Warm-up Free Policy Optimization: Improved Regret in Linear Markov Decision Processes
Asaf Cassel, Aviv Rosenberg
TL;DR
This work introduces Contracted Features Policy Optimization (CFPO), a contraction-based approach to policy optimization in linear MDPs that removes the need for reward-free warm-up phases. By defining contracted features and a contracted (sub) MDP, CFPO achieves rate-optimal regret in both adversarial full-information and stochastic bandit settings, with a bound of $O\left( \sqrt{K d^3 H^4 \log(K) \log(KH/\delta)} + \sqrt{K d H^5 \log(K) \log|\mathcal{A}|} \right)$. The analysis hinges on a novel regret decomposition and an elliptical-potential-based control of estimation errors under the contraction, yielding improved dependence on horizon $H$ and feature dimension $d$ relative to prior warm-up–dependent methods. The approach is practical, reward-aware, and computationally comparable to existing linear MDP PO algorithms, offering a meaningful advance for regret minimization under function approximation in RL.
Abstract
Policy Optimization (PO) methods are among the most popular Reinforcement Learning (RL) algorithms in practice. Recently, Sherman et al. [2023a] proposed a PO-based algorithm with rate-optimal regret guarantees under the linear Markov Decision Process (MDP) model. However, their algorithm relies on a costly pure exploration warm-up phase that is hard to implement in practice.

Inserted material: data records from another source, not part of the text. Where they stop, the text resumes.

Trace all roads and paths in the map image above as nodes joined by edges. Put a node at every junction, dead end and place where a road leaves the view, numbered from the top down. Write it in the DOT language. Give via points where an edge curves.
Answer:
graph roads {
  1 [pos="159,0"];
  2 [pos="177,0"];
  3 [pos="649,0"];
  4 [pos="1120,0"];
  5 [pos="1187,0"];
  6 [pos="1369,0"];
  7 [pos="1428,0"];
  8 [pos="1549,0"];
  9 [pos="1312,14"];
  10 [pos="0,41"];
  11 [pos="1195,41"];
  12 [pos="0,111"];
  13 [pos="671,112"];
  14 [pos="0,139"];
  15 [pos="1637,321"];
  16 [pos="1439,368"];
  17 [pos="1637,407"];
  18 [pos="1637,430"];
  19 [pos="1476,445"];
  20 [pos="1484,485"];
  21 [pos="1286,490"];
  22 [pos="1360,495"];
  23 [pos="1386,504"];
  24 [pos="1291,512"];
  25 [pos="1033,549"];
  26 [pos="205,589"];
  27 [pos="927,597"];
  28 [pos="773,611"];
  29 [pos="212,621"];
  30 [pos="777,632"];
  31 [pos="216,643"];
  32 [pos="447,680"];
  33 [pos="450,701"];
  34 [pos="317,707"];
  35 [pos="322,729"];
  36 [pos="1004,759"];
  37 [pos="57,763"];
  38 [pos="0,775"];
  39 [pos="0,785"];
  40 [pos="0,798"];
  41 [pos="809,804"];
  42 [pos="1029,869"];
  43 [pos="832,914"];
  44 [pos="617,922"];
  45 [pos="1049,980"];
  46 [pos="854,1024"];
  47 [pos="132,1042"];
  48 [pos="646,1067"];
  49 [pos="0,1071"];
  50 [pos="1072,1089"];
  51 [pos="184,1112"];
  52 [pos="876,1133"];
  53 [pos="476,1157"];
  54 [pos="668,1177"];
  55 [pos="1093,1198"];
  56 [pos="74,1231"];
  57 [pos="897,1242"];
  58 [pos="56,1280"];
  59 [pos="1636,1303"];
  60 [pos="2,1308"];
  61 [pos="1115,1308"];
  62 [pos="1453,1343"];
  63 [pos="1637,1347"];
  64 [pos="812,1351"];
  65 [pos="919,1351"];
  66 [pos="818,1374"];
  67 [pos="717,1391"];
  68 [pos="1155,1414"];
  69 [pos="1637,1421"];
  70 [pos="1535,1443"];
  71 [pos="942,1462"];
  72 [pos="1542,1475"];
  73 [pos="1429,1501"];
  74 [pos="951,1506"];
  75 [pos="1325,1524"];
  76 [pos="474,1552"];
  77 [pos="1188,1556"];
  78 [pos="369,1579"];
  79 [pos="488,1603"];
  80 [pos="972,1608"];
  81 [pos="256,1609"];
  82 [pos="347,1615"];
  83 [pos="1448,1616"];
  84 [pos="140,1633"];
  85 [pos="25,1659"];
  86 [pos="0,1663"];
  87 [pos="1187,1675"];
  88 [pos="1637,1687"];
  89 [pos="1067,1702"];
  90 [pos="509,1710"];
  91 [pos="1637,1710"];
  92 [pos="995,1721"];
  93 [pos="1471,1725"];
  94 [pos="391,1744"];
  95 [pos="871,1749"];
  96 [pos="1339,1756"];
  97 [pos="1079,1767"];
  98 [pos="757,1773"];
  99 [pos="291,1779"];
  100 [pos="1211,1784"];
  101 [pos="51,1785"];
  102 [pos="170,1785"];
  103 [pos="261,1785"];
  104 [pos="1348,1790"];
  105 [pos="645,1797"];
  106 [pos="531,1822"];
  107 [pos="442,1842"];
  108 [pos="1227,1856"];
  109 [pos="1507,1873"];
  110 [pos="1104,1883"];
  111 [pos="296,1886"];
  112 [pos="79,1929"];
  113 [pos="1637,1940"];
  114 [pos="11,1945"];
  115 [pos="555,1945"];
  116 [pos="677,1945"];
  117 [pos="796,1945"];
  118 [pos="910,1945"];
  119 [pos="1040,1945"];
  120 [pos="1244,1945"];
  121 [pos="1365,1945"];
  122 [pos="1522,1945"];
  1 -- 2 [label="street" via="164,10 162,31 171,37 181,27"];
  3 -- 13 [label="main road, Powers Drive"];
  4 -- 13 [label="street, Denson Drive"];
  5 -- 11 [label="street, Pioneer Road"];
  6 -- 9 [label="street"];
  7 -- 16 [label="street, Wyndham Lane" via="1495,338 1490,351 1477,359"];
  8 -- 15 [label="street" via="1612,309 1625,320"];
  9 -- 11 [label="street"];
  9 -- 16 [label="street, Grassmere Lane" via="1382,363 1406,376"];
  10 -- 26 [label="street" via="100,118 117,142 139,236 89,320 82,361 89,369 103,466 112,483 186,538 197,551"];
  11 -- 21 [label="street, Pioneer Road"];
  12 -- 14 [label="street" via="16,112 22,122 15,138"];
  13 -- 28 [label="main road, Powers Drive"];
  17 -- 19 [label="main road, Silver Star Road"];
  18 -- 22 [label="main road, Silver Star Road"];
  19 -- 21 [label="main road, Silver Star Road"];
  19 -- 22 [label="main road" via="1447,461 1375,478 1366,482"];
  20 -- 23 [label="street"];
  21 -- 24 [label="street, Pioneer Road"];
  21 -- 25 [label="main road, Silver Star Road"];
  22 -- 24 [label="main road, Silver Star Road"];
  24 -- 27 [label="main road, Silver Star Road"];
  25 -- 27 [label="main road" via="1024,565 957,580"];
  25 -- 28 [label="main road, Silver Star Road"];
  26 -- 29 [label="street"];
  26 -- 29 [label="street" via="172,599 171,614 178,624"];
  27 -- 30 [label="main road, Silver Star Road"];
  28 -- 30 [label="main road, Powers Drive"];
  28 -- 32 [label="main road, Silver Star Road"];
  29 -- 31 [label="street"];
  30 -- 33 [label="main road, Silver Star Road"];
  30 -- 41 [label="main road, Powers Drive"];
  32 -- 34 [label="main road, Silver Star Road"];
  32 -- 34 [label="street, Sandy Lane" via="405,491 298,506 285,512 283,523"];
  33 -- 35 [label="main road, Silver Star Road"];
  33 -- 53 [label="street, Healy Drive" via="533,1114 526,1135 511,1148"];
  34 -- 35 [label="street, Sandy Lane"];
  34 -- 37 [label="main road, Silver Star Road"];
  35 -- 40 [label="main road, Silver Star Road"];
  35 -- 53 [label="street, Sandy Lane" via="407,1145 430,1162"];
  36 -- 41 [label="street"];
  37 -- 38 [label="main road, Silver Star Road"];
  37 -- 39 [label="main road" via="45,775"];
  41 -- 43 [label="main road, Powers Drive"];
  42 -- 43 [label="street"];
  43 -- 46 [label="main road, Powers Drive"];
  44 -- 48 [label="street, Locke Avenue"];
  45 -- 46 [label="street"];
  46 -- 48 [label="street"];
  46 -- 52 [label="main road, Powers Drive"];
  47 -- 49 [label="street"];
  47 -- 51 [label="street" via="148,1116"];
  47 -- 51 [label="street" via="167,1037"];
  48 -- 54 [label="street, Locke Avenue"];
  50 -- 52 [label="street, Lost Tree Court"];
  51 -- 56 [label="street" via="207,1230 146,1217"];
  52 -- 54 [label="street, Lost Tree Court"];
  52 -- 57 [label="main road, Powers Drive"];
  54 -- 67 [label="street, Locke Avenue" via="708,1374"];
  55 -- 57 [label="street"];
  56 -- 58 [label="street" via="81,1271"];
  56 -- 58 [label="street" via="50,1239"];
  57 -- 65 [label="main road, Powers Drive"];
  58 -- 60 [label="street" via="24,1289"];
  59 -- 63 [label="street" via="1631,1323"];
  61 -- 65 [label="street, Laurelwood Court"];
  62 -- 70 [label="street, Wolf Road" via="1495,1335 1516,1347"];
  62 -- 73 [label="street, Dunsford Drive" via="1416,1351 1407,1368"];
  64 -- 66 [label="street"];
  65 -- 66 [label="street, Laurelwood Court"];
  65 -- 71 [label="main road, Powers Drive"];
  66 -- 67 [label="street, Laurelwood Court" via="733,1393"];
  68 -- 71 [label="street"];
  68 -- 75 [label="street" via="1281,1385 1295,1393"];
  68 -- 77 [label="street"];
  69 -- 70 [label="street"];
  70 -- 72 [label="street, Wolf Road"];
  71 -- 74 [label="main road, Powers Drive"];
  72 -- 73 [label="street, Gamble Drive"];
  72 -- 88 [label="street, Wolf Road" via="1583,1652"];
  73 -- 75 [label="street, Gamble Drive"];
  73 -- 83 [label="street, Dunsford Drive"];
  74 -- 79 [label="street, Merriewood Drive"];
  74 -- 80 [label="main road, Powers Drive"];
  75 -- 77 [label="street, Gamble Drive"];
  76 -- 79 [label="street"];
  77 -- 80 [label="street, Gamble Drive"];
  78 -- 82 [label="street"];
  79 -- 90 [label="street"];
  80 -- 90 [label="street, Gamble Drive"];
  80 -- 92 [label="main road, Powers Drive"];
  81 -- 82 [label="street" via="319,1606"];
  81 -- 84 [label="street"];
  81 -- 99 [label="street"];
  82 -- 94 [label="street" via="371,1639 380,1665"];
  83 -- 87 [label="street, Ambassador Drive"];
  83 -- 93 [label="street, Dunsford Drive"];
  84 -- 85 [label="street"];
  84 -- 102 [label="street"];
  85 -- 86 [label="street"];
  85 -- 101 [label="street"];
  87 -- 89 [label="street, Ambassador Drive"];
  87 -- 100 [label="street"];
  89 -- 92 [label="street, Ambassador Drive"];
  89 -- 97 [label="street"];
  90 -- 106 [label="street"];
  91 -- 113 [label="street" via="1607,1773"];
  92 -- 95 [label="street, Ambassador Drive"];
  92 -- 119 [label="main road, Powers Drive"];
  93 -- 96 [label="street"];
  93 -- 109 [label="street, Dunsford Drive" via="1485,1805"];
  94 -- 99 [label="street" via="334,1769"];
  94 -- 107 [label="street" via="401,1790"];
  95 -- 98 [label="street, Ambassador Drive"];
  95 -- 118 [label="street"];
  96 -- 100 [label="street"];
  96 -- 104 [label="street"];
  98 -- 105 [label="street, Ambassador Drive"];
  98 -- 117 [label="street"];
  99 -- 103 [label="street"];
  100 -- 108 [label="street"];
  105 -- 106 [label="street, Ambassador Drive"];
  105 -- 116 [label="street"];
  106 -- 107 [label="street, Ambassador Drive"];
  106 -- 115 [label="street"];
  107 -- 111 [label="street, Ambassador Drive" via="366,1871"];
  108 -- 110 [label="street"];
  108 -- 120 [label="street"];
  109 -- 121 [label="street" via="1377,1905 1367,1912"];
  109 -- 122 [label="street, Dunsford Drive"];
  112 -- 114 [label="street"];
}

This paper eliminates this undesired warm-up phase, replacing it with a simple and efficient contraction mechanism. Our PO algorithm achieves rate-optimal regret with improved dependence on the other parameters of the problem (horizon and function approximation dimension) in two fundamental settings: adversarial losses with full-information feedback and stochastic losses with bandit feedback.